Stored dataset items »
▬▬▬▬▬▬
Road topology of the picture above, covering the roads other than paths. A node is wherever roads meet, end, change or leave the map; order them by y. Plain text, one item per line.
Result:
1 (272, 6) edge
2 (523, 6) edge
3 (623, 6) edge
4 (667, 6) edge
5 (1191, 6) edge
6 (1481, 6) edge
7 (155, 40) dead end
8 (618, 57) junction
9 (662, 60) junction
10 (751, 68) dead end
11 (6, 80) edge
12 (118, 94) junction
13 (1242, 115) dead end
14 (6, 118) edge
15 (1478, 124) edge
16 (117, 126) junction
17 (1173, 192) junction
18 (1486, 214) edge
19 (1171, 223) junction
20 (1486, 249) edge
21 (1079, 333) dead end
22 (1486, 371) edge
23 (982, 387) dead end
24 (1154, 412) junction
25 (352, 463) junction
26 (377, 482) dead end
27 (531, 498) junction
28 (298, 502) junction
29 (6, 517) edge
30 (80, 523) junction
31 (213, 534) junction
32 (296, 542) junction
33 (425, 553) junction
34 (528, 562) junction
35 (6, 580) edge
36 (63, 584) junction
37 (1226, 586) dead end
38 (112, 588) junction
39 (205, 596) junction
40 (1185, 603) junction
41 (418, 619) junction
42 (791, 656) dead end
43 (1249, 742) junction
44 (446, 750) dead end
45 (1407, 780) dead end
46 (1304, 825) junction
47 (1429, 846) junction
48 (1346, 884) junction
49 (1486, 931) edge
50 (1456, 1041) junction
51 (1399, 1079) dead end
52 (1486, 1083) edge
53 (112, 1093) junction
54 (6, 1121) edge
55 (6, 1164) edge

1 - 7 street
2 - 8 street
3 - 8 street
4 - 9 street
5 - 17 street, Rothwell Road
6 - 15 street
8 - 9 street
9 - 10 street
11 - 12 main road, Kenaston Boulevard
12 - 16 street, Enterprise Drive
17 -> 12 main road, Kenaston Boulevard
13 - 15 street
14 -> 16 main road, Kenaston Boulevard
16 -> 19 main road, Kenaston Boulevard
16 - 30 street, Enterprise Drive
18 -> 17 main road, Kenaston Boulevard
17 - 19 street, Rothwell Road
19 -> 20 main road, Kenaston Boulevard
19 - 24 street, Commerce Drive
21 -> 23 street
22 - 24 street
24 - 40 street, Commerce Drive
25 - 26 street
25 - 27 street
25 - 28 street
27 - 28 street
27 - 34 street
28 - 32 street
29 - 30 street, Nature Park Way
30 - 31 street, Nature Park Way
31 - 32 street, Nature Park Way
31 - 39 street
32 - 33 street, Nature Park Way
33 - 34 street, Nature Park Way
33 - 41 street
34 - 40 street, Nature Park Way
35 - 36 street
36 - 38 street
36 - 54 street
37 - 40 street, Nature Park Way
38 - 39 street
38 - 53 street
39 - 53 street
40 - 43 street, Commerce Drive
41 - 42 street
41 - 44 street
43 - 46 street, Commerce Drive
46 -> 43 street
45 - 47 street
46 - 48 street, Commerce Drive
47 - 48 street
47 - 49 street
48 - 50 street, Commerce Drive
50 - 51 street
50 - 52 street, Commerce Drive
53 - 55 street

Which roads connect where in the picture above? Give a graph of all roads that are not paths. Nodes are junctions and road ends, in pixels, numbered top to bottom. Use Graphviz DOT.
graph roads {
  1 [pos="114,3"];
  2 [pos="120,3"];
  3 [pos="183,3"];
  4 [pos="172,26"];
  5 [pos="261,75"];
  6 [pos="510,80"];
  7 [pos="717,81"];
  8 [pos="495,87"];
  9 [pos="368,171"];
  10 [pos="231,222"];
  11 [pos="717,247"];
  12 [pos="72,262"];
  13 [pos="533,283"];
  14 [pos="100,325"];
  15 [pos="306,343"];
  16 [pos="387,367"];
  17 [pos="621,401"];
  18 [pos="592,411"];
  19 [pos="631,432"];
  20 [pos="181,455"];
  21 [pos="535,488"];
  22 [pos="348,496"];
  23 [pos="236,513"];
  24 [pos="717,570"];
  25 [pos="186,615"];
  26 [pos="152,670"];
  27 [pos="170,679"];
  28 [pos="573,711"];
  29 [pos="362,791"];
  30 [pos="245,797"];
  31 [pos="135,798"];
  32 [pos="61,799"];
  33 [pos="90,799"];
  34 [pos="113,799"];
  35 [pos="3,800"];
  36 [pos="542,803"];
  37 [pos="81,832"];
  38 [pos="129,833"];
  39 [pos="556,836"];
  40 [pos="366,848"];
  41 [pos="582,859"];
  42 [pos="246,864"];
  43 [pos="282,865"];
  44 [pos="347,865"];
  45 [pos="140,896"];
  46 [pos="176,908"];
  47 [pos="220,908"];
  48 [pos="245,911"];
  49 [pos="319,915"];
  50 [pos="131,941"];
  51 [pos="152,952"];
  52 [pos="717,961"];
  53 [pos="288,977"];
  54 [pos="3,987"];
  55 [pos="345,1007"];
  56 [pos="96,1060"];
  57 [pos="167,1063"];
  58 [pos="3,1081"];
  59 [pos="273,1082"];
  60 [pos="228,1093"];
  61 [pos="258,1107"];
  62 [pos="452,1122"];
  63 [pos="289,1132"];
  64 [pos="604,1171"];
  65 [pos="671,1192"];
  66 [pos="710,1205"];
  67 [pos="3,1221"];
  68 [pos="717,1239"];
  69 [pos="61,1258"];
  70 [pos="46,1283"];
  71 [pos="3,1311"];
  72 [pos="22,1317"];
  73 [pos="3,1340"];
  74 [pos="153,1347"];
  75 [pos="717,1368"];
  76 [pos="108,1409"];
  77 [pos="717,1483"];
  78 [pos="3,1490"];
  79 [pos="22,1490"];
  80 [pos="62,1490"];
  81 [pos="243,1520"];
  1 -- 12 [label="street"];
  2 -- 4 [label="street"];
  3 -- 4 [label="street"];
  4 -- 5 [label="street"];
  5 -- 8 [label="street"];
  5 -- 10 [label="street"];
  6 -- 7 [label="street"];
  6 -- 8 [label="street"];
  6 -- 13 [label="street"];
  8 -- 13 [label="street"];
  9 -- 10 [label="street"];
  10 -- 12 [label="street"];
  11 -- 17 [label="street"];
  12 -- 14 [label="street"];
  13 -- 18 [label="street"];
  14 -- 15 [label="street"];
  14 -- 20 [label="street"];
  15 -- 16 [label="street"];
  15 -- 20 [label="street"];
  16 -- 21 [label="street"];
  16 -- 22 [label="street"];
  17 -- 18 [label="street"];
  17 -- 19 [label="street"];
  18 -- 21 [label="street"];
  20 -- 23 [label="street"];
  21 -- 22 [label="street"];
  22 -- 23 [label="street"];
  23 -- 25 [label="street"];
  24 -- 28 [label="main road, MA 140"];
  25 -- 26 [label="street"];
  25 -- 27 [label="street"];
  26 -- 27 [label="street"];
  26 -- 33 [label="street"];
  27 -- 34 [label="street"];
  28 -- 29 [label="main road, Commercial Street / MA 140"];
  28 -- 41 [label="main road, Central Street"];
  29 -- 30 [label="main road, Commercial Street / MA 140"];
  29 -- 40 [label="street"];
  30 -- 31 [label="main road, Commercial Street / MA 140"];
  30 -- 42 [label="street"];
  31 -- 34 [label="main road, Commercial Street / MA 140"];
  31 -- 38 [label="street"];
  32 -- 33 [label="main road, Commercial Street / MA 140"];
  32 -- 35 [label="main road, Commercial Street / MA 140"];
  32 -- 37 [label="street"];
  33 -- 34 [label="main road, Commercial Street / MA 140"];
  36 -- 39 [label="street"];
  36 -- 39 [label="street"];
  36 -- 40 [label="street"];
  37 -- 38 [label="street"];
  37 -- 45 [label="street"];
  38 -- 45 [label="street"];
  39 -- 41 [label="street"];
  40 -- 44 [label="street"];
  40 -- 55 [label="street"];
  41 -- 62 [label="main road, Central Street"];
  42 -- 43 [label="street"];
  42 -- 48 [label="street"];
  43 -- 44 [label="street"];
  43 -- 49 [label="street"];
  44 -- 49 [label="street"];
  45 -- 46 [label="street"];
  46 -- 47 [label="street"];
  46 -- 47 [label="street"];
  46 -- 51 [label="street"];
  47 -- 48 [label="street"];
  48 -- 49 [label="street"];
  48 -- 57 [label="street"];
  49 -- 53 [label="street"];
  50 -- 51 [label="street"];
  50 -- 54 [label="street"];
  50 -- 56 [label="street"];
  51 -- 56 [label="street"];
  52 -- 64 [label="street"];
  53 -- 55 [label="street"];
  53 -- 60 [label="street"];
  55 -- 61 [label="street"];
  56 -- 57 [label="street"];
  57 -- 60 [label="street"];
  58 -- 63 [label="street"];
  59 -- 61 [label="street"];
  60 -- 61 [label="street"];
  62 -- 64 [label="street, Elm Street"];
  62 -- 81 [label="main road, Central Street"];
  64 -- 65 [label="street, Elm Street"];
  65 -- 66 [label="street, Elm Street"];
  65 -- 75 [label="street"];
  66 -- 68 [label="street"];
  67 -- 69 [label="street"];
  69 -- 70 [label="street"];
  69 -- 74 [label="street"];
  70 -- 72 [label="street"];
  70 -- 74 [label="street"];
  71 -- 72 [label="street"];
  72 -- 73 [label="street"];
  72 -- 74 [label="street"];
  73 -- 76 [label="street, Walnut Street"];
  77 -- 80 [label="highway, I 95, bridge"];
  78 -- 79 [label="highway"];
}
▬▬▬▬▬▬
YOUR TASK » Copy out every line above where "graph" is present.

RESULT FOR THIS TASK »
Which roads connect where in the picture above? Give a graph of all roads that are not paths. Nodes are junctions and road ends, in pixels, numbered top to bottom. Use Graphviz DOT.
graph roads {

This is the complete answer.